スピーカー通話でスマートフォンを手にしたまま運転する様子
監修=松居英二(弁護士)/イラスト=どいまき/文=原田磨由子

スマートフォンを手に持ってスピーカー通話しながら運転したら、違反?

道路交通法や道路運送車両法など、覚えておきたい交通ルールをクイズでチェック!

スピーカーをONにしたスマートフォンでも、手に持って通話しながら運転したら違反になるのでしょうか?

道路を通行するにあたっては、守らなければならない交通ルールがあります。しかし、長く運転しているうちに違反かどうかを気にしなくなってしまうことも。どこが違反にあたる運転行為なのかをクイズで再確認しましょう。
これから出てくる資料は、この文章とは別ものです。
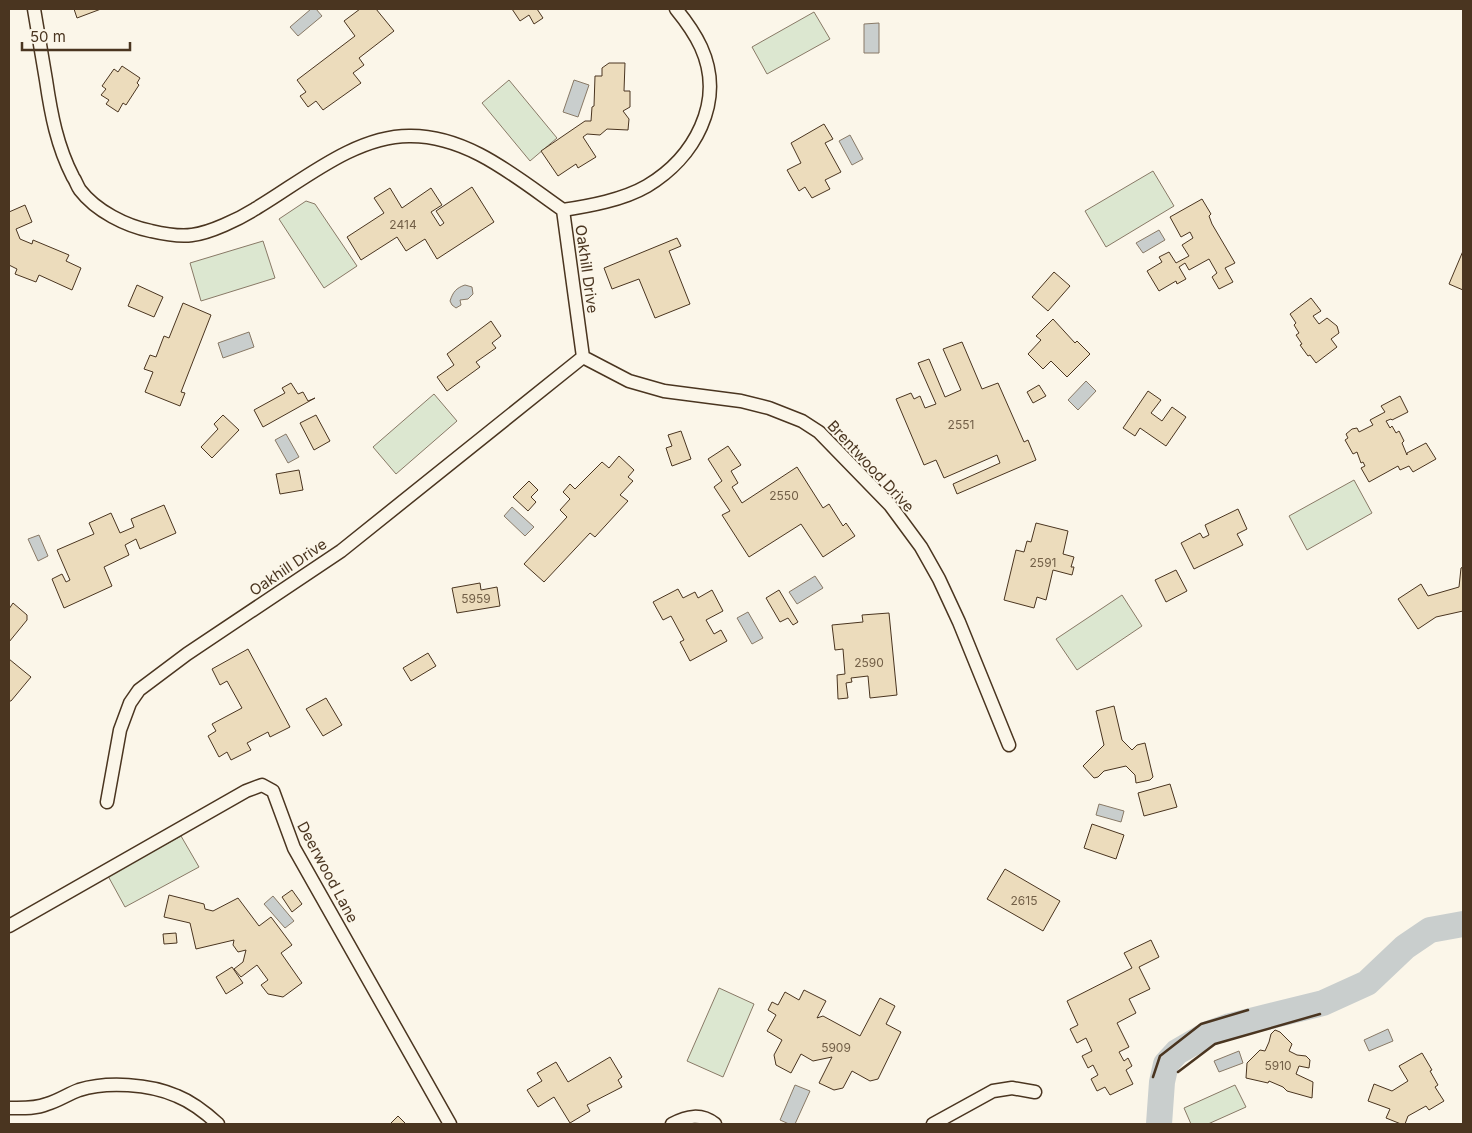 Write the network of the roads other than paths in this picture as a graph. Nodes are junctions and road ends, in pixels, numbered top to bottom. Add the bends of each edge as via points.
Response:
1 (34, 9) edge
2 (676, 9) edge
3 (563, 210) junction
4 (584, 357) junction
5 (1009, 745) dead end
6 (107, 802) dead end
7 (9, 926) edge
8 (1035, 1092) dead end
9 (9, 1108) edge
10 (218, 1124) edge
11 (450, 1124) edge
12 (672, 1124) edge
13 (715, 1124) edge
14 (933, 1124) edge

1 - 3 street, Oakhill Drive via 53,125 64,160 80,190 103,211 141,229 193,235 227,224 362,146 391,136 412,135 464,146
2 - 3 street via 701,47 708,70 708,111 692,143 670,170 645,187 599,204
3 - 4 street, Oakhill Drive
4 - 5 street, Brentwood Drive via 629,381 664,391 750,403 802,421 819,432 890,505 921,547 939,579
4 - 6 street, Oakhill Drive via 341,551 139,690 130,703 120,730
7 - 11 street, Deerwood Lane via 246,791 262,785 273,791 294,848
8 - 14 street via 1012,1088 993,1091
9 - 10 street via 45,1105 78,1090 98,1086 130,1086 177,1096
12 - 13 street via 696,1116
運転中に家族から電話がかかってきました。ちょうど赤信号で停車中だったので電話に出ましたが、通話中に信号が青に変わったため、スピーカーに通話を切り替えて発進。スマートフォンを手に持ってはいましたが、耳に当てていたわけではなく、操作したわけでもありません。クルマが動き出してからそれほどたたないうちに通話も終了したため、特に運転に支障は感じませんでした。
この行為は、以下の選択肢のうち、どれに該当するでしょうか?

答え:1.スマートフォンを手に持って通話したので、違反

運転者の遵守義務を定めた道路交通法第71条では、自動車等を停止させている場合を除き、カーナビやテレビの画面を注視(見続け)たり、スマートフォンなどの携帯電話や無線機を手に持っての通話、いわゆる「ながら運転」を禁止しています(道交法第71条5号の5)。

ここで禁止されている「ながら運転」での通話は、使用するスマートフォン等が「その全部又は一部を手で保持しなければ送信及び受信のいずれをも行うことができないものに限る」とされています。これは、手で持たずに通話できる機能(ハンズフリー装置)を使った通話は禁止されない(※)ということですから、スピーカー通話を使用することで、スマートフォンを手に持たずに通話することは禁止されていません。しかし、スピーカーフォンを使っていても、スマートフォンを「手に持って」通話することは禁止される「ながら運転」にあたります。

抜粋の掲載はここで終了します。